Doing. Self Love. Masks

 

“. . . the only interesting people are interested people, and to be completely interested is to have forgotten about “I”.” -Watts

I. Doing

Like with everything else I’ve done in life, “Just Do It.” I didn’t read the instruction book before slaying Star Fox 64, or Legend of Zelda. I didn’t read a novel about soccer before playing a soccer game. I showed up, got on the field, and played. And I got better each time. Learning patience through confidence in my ability as a player.

When I am overthinking it, I’m out of the game. Early in the game, I’m a bit too perfectionist about the podcast, record, figure it out, publish.
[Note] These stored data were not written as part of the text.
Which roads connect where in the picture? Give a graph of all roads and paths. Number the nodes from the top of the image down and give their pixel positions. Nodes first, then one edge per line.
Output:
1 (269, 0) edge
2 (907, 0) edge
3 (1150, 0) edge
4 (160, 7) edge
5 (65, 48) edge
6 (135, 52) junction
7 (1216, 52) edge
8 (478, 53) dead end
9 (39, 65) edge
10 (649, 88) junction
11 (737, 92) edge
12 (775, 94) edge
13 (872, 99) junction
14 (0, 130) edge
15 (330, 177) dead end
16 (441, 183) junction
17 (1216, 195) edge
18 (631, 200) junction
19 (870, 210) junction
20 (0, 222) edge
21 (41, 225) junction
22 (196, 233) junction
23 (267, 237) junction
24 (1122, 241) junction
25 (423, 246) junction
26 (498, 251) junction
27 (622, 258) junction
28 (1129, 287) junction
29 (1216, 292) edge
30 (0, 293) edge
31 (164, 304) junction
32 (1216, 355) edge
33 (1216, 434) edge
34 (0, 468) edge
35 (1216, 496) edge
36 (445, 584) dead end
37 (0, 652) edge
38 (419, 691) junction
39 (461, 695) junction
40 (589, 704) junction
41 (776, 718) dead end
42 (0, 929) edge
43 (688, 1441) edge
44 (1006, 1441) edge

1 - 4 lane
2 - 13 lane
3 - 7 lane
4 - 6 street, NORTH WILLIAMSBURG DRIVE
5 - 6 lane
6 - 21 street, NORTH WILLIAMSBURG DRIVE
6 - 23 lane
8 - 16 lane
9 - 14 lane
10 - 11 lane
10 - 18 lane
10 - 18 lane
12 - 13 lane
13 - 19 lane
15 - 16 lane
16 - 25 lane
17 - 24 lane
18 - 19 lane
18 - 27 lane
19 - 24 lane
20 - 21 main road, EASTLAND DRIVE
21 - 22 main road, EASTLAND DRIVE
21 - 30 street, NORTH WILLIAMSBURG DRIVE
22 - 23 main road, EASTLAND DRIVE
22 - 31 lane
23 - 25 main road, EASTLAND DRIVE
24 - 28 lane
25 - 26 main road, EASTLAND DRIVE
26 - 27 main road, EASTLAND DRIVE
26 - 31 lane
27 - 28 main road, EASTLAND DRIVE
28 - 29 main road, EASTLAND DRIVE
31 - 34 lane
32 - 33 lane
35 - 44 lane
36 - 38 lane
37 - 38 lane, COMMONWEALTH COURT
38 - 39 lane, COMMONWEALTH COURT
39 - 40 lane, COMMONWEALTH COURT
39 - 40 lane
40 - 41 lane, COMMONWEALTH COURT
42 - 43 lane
Funny enough, the least produced podcasts and articles I’ve published have been the best received.

This is not to say that preparation is worthless:

“It usually takes me more than three weeks to prepare a good impromptu speech. ” -Mark Twain

It’s to say that at some point, after all the thinking, reading, preparation, studying, and training, it’s time to launch. At some point, you have to just say “F it, it’s go time, baby!”

If you’re thinking about travel, book the ticket. If you have been talking about a blog, vlog, painting, dating, working out, or training it’s go time. The moment you decide an immense amount of freedom opens. The switch from consumer to producer. From academic to artist. From theorist to practitioner.

Hit publish, share, or record and watch all the nonsense fade away. The tension and nervousness will fade away like the illusion it was.

Just do it. And know that when you’re doing it, the more flexible, real and human, the better.

II. Self Love

Is it possible to self-love if behind it all there is no ‘Self’ to love?

Is loving yourself code for “I’m unhappy with myself so I am pursuing happiness, self-love, within a self I can’t seem to find?”

Have you ever noticed that the people who seek to cure their boredom are the most bored? That the people who advertise the loudest about their health are the least healthy? The ones who signal virtue lack virtue? And so it follows, the ones who are most obsessed with loving themselves are getting self love are the ones who love themselves the least.

If there is no Self to love then a process of self love is a cycle without end. Pursuing self love to cure a lack of happiness is like a dog chasing it’s tail, or the donkey chasing the carrot. It will always be out of reach.

Maybe, then, it’s better to have faith in ourselves. Real faith. Like, the type of faith you have when you jump off a ledge into the water below. The type of faith you have when you book your ticket to a faraway place.

The type of faith that requires letting go.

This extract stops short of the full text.